Dataset extract
####################
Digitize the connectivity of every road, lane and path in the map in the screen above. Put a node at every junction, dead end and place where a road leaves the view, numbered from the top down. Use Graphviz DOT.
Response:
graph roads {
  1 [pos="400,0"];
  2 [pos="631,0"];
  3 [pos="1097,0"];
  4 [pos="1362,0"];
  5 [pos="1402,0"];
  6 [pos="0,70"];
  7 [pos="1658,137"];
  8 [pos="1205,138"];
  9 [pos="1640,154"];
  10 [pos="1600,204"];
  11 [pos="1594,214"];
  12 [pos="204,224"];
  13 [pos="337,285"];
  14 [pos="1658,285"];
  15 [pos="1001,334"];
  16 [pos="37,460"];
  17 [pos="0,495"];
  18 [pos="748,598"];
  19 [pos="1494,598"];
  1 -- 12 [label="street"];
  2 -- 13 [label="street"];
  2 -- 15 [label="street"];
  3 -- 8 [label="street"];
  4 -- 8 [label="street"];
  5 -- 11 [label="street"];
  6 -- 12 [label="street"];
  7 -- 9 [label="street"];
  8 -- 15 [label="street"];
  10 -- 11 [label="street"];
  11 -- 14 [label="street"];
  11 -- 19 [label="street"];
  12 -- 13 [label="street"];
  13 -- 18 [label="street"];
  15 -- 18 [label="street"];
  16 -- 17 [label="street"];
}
####################
Task description
Word for word, set down all of the material.

Response to the task
Digitize the connectivity of every road, lane and path in the map in the screen above. Put a node at every junction, dead end and place where a road leaves the view, numbered from the top down. Use Graphviz DOT.
Response:
graph roads {
  1 [pos="400,0"];
  2 [pos="631,0"];
  3 [pos="1097,0"];
  4 [pos="1362,0"];
  5 [pos="1402,0"];
  6 [pos="0,70"];
  7 [pos="1658,137"];
  8 [pos="1205,138"];
  9 [pos="1640,154"];
  10 [pos="1600,204"];
  11 [pos="1594,214"];
  12 [pos="204,224"];
  13 [pos="337,285"];
  14 [pos="1658,285"];
  15 [pos="1001,334"];
  16 [pos="37,460"];
  17 [pos="0,495"];
  18 [pos="748,598"];
  19 [pos="1494,598"];
  1 -- 12 [label="street"];
  2 -- 13 [label="street"];
  2 -- 15 [label="street"];
  3 -- 8 [label="street"];
  4 -- 8 [label="street"];
  5 -- 11 [label="street"];
  6 -- 12 [label="street"];
  7 -- 9 [label="street"];
  8 -- 15 [label="street"];
  10 -- 11 [label="street"];
  11 -- 14 [label="street"];
  11 -- 19 [label="street"];
  12 -- 13 [label="street"];
  13 -- 18 [label="street"];
  15 -- 18 [label="street"];
  16 -- 17 [label="street"];
}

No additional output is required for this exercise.